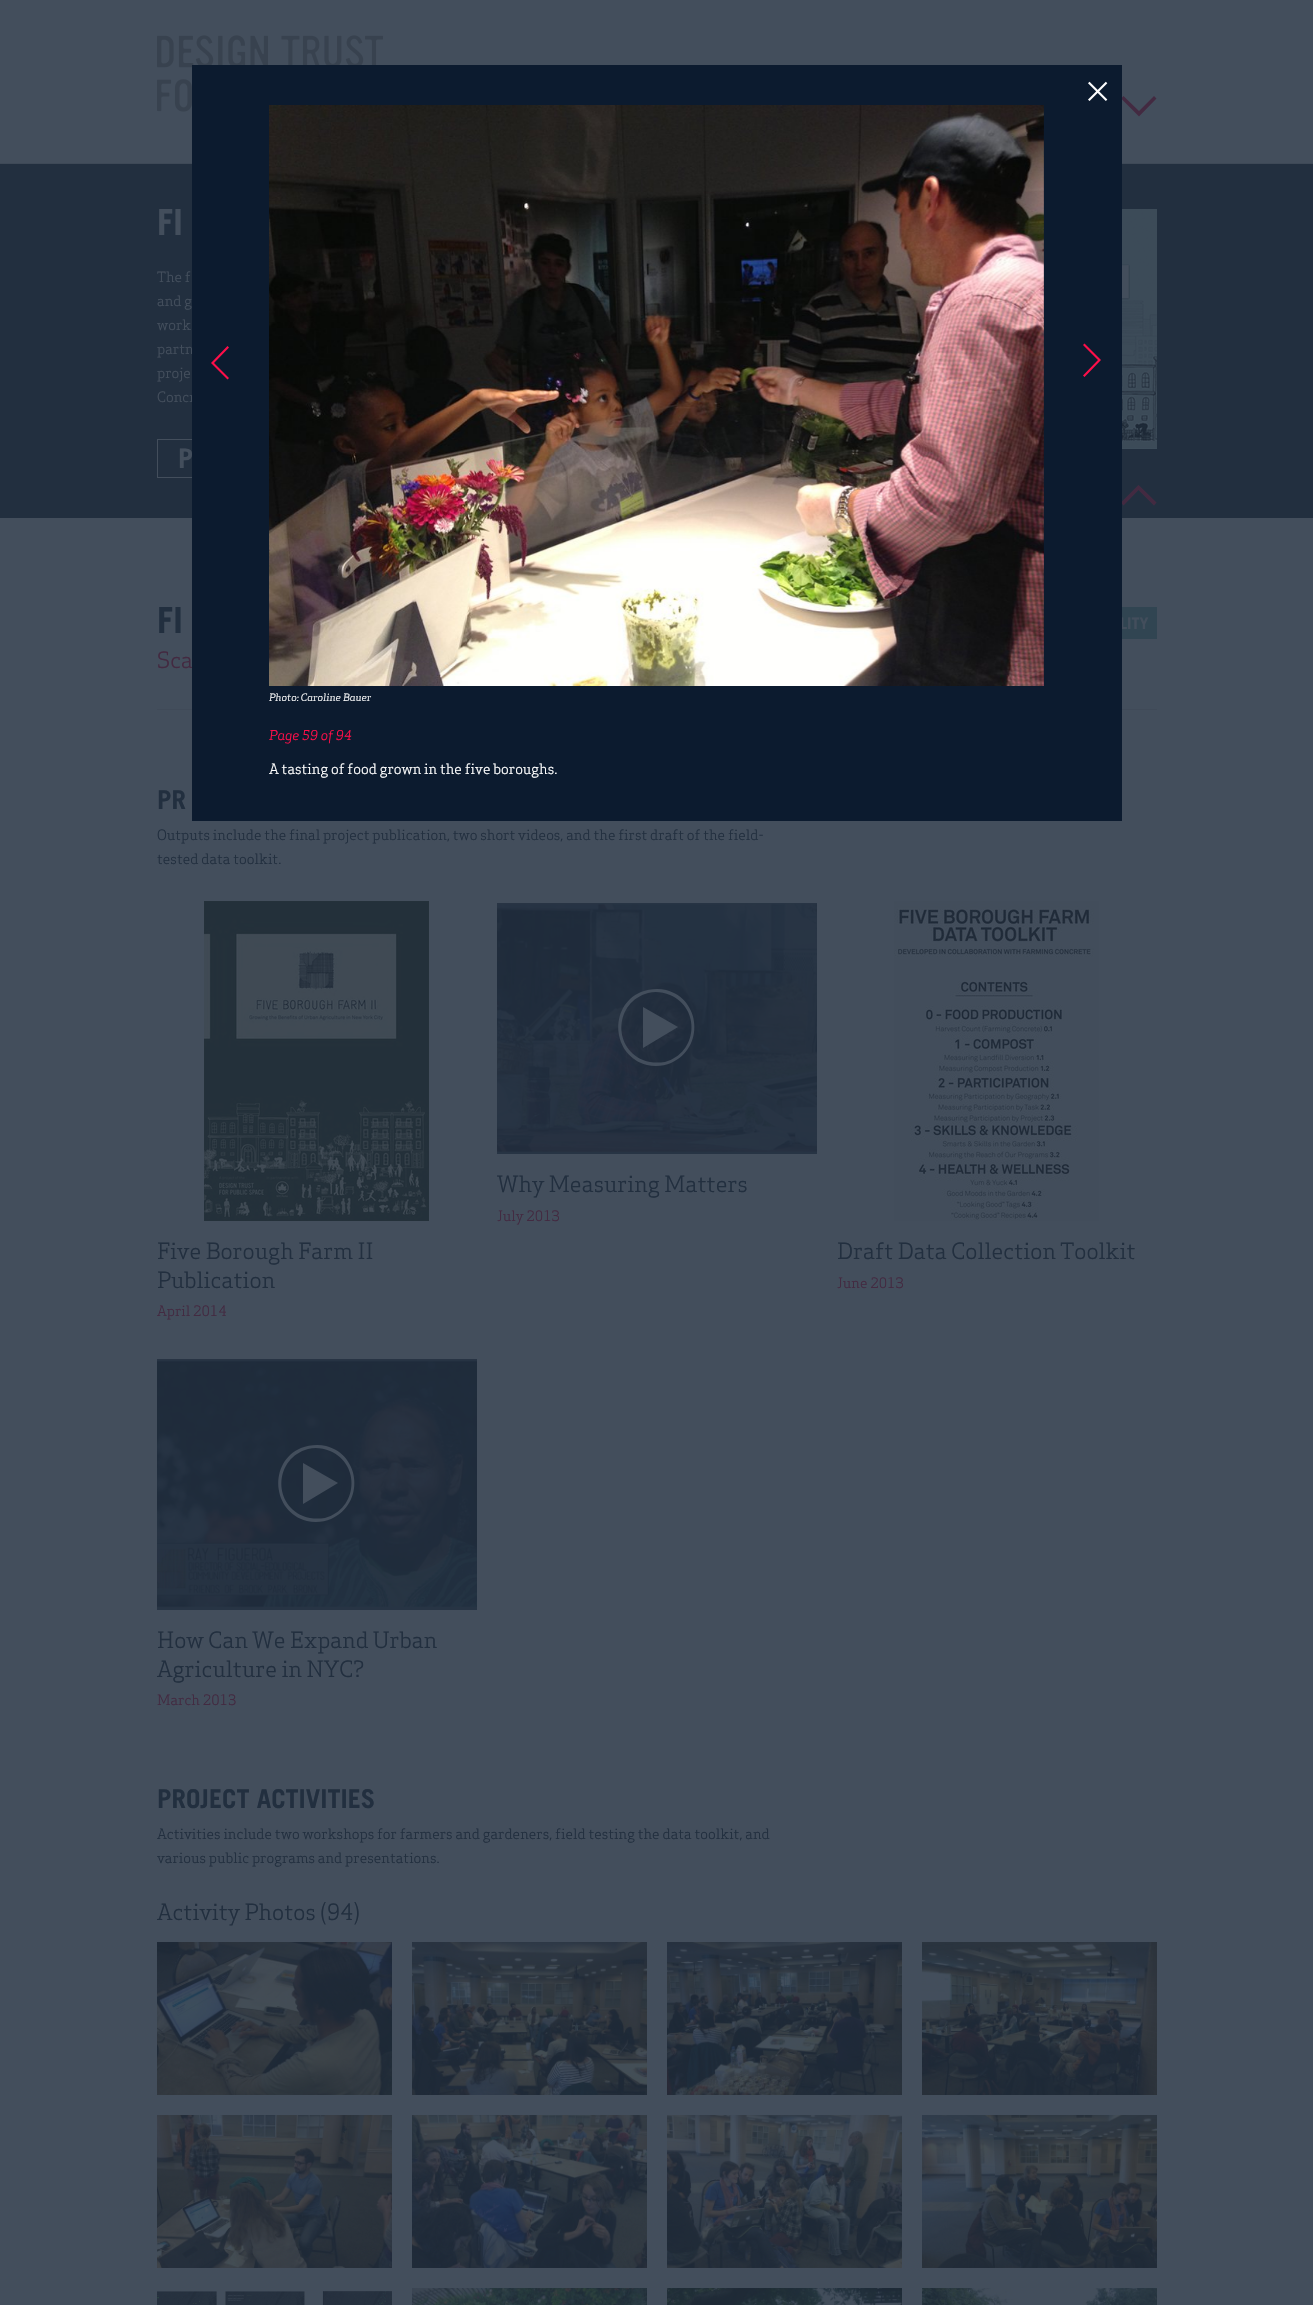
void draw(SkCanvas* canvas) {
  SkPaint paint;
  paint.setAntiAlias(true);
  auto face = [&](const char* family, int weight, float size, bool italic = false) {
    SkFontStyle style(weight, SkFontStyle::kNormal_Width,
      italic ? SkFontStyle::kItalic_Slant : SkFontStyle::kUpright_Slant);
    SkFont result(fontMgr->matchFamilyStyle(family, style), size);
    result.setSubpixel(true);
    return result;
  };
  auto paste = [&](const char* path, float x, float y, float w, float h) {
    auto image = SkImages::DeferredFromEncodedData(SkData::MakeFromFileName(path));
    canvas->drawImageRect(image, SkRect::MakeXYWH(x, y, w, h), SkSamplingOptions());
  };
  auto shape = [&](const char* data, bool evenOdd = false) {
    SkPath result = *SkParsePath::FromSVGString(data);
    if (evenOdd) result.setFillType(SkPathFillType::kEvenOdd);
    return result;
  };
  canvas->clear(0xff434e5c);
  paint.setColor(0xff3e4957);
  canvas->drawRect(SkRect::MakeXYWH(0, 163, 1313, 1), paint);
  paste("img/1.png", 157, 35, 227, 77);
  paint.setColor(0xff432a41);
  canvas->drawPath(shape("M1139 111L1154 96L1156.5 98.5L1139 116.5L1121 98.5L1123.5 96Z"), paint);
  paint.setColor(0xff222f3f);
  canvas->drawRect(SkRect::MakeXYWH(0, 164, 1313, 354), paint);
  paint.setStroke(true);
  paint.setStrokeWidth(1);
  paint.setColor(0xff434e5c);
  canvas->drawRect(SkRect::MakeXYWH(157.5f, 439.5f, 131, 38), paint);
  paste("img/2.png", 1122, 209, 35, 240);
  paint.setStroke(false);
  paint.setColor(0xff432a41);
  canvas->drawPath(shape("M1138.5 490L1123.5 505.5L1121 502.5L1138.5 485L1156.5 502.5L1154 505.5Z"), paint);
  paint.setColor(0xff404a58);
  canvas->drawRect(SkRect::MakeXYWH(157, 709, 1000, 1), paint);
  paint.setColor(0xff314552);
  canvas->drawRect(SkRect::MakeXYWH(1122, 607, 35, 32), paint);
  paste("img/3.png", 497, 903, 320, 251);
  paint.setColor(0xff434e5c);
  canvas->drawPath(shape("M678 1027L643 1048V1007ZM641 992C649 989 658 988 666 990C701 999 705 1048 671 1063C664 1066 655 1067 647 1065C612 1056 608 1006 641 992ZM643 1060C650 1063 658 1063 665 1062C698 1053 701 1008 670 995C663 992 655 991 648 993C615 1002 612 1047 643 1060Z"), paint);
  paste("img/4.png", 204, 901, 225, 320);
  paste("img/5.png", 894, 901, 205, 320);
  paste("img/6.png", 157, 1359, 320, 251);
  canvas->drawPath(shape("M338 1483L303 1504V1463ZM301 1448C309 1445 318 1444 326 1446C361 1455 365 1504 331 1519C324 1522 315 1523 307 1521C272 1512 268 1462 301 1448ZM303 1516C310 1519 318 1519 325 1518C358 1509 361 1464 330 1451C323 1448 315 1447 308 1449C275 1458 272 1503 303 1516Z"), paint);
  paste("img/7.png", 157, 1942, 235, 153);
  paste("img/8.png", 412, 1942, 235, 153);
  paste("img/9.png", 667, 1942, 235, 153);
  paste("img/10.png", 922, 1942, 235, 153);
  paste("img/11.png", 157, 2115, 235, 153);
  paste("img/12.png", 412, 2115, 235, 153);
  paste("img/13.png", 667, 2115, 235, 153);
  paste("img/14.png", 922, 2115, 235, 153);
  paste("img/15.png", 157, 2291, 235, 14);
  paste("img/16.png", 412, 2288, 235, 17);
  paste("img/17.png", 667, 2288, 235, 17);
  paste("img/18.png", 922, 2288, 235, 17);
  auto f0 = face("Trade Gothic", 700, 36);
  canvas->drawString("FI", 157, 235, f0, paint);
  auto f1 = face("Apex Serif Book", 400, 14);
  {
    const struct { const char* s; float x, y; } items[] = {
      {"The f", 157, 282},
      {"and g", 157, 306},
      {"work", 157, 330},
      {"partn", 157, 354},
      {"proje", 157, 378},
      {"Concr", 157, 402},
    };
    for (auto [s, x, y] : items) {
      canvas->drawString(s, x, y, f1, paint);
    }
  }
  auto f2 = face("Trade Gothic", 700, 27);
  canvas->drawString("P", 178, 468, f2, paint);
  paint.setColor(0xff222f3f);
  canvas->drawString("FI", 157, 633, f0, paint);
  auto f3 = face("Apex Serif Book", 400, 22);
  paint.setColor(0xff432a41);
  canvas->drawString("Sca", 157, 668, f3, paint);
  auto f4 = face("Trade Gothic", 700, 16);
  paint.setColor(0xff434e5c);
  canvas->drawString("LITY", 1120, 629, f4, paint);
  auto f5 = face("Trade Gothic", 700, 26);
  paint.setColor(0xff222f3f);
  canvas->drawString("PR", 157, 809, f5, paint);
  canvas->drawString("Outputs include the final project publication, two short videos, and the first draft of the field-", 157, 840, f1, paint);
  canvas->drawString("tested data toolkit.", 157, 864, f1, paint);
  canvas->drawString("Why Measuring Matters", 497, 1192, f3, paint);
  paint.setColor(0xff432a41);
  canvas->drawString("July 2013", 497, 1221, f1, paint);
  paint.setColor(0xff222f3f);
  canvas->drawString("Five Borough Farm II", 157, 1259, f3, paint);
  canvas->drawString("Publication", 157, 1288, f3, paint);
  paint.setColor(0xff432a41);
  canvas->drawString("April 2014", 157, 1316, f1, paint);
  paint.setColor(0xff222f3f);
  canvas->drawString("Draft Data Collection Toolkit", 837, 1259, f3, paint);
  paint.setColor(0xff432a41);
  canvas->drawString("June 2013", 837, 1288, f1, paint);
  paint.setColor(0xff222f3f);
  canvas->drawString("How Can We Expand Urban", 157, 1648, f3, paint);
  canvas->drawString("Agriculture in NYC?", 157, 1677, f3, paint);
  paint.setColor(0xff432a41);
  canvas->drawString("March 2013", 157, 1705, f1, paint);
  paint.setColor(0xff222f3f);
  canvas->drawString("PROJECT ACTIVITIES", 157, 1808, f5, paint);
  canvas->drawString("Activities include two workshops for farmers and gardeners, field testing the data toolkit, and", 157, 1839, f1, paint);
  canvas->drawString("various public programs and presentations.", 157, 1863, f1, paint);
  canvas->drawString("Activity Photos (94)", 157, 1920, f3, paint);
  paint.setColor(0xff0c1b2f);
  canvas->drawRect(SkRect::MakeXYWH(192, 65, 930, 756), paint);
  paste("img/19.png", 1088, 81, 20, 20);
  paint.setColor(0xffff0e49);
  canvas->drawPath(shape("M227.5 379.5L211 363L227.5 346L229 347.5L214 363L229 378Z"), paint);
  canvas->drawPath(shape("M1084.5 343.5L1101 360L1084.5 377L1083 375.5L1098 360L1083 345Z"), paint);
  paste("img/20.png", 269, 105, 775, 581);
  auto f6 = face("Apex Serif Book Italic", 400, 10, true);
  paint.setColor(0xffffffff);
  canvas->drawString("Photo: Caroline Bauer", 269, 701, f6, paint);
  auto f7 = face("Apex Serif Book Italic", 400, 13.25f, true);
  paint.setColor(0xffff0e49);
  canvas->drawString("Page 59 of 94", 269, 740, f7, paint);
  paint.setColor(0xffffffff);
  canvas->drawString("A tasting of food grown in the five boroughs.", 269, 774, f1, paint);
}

---

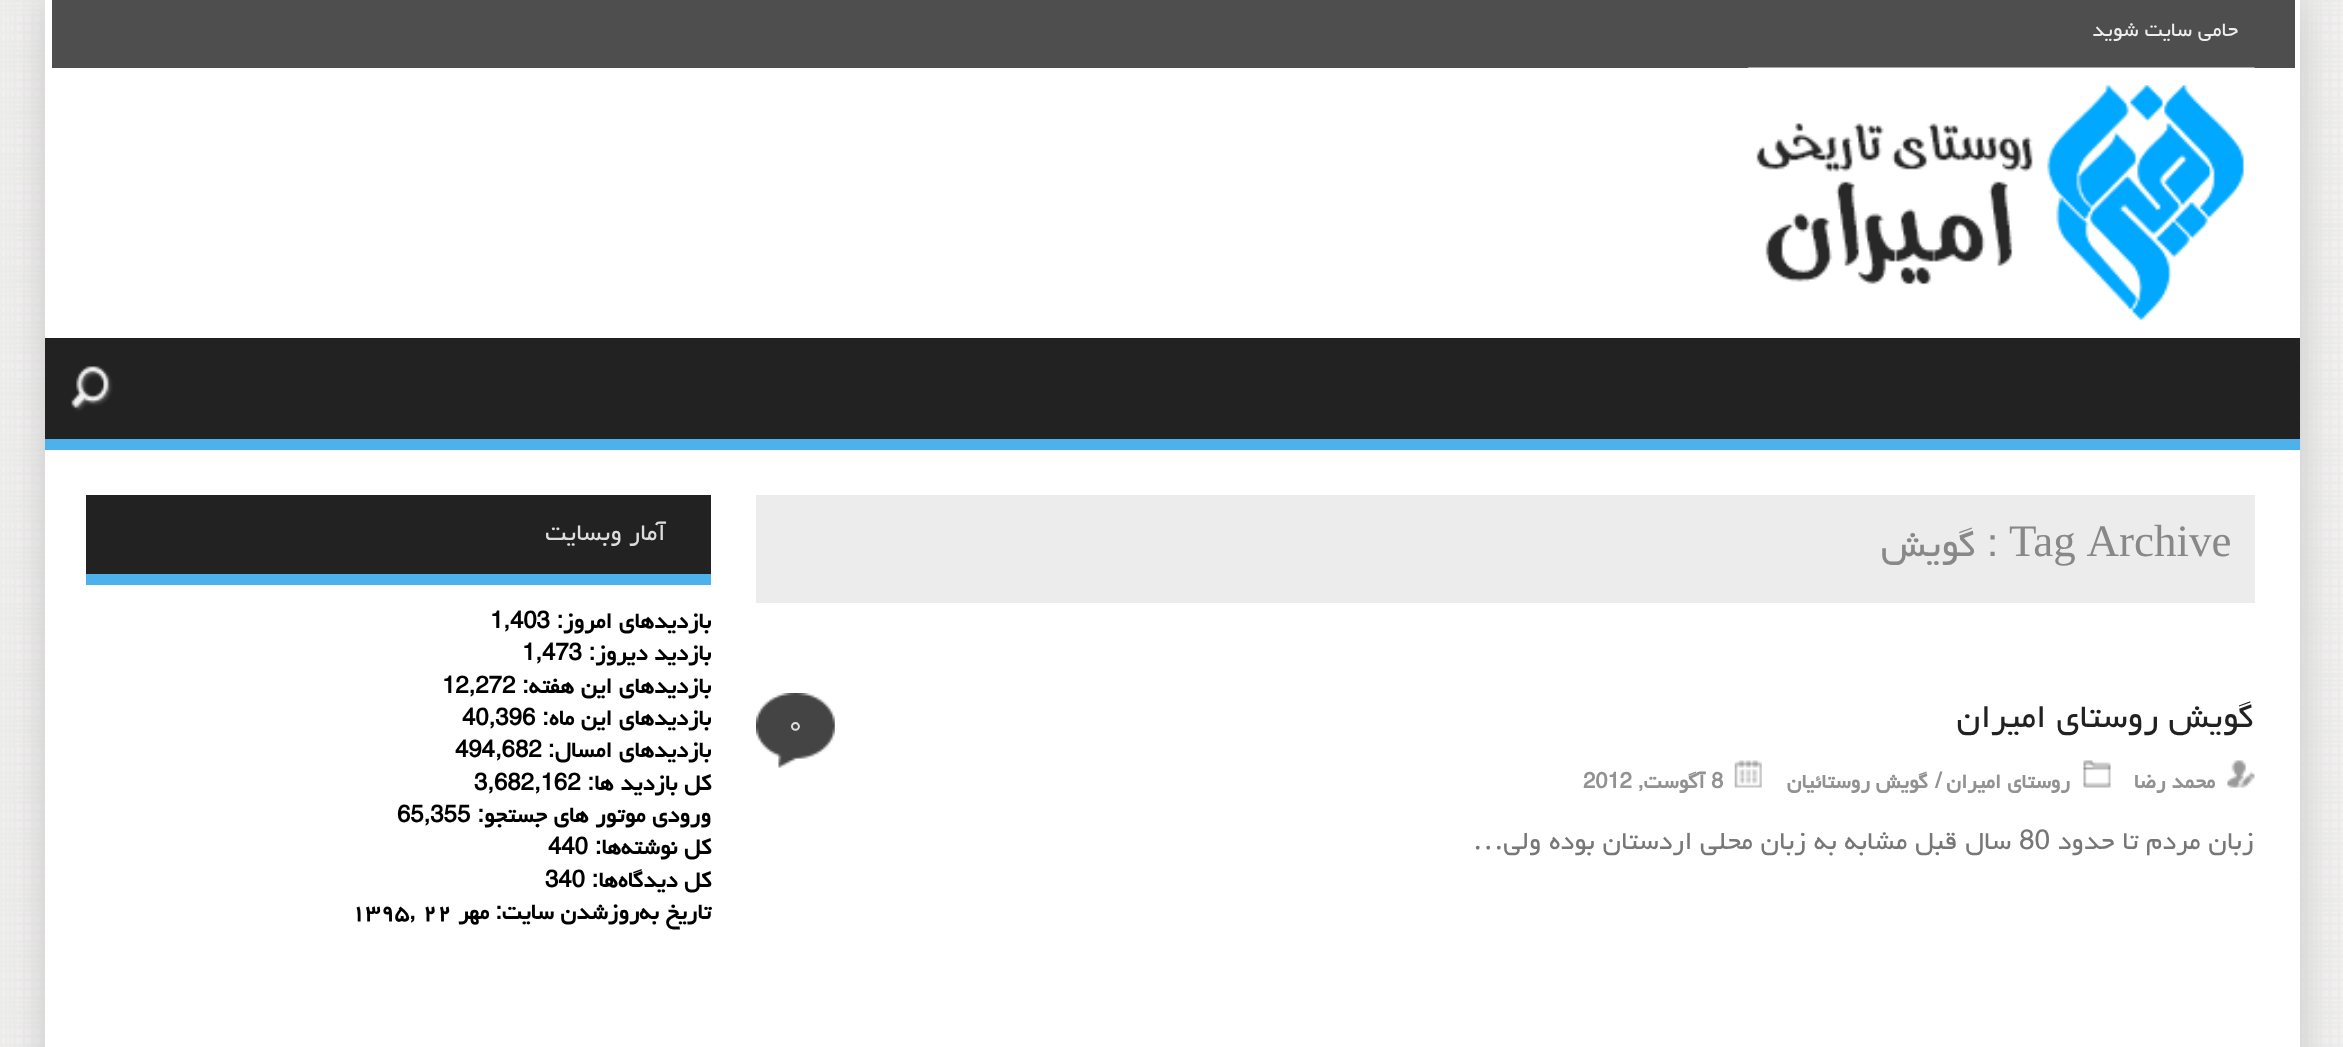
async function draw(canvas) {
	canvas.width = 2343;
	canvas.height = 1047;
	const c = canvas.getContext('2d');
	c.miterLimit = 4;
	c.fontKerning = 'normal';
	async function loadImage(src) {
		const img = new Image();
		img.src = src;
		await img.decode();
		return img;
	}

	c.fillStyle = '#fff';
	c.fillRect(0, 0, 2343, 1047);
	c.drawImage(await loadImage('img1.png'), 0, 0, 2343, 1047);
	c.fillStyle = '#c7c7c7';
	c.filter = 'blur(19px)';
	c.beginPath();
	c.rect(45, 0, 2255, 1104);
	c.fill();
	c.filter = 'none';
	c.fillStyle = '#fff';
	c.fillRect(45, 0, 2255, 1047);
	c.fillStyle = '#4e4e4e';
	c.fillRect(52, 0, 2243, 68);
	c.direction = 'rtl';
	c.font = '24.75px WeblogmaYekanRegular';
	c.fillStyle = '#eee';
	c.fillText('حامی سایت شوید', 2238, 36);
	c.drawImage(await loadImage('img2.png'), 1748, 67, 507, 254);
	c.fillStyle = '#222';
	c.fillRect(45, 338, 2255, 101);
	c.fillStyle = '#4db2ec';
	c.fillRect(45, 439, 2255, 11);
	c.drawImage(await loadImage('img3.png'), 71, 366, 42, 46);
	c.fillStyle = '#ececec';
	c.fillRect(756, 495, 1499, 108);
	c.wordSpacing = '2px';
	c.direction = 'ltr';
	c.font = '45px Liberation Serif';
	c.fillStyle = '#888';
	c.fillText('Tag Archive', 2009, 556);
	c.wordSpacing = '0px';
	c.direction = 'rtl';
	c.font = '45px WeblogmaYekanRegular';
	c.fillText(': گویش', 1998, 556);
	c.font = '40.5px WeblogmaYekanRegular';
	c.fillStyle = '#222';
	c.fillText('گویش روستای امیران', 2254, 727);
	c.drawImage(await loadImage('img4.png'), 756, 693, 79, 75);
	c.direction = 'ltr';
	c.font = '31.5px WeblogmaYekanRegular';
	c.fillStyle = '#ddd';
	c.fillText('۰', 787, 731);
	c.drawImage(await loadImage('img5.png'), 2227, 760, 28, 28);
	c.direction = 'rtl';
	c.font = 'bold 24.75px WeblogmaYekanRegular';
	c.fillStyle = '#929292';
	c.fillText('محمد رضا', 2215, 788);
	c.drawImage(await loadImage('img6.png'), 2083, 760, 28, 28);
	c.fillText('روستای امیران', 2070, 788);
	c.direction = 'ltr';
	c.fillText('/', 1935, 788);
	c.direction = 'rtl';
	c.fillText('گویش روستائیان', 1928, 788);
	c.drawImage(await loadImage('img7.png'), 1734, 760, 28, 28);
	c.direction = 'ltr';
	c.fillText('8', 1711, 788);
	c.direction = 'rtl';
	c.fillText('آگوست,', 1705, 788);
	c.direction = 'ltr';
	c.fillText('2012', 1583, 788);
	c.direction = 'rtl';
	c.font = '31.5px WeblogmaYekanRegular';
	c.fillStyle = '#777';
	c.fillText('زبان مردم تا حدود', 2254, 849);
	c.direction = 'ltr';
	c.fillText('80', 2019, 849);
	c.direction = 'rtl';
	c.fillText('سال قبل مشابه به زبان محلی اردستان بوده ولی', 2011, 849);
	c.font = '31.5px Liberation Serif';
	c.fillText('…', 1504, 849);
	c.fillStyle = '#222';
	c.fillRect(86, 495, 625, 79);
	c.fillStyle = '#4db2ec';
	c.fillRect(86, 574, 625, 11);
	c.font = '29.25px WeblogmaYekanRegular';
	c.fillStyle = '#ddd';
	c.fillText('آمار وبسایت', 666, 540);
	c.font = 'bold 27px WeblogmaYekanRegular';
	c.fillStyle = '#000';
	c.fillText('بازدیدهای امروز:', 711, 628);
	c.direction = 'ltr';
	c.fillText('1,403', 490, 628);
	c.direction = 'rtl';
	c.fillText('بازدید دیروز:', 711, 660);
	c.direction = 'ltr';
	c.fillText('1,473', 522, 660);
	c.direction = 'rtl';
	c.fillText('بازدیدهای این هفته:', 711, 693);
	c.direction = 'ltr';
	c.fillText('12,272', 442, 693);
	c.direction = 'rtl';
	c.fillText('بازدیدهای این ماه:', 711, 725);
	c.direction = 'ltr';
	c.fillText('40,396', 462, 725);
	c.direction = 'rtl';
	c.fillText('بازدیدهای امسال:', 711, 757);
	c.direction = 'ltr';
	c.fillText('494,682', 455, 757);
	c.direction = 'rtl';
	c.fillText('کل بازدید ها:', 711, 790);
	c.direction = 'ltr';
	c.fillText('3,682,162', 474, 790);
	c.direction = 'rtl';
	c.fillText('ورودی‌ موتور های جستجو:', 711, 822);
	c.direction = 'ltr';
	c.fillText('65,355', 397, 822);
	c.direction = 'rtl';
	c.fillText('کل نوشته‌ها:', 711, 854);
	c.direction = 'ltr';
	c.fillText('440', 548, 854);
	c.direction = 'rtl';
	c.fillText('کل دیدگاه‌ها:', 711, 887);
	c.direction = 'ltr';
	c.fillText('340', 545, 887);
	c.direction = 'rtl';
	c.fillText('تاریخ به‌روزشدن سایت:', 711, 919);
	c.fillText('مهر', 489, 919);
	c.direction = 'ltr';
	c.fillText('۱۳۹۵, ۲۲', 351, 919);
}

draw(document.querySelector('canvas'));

• [DIRECTIONS FOR THIS TASK]: Quote the data above from the line containing "SkPaint paint;" to the line containing "SkFont result(fontMgr->matchFamilyStyle(family, style), size);", inclusive, and stop.

• [RESPONSE]:
  SkPaint paint;
  paint.setAntiAlias(true);
  auto face = [&](const char* family, int weight, float size, bool italic = false) {
    SkFontStyle style(weight, SkFontStyle::kNormal_Width,
      italic ? SkFontStyle::kItalic_Slant : SkFontStyle::kUpright_Slant);
    SkFont result(fontMgr->matchFamilyStyle(family, style), size);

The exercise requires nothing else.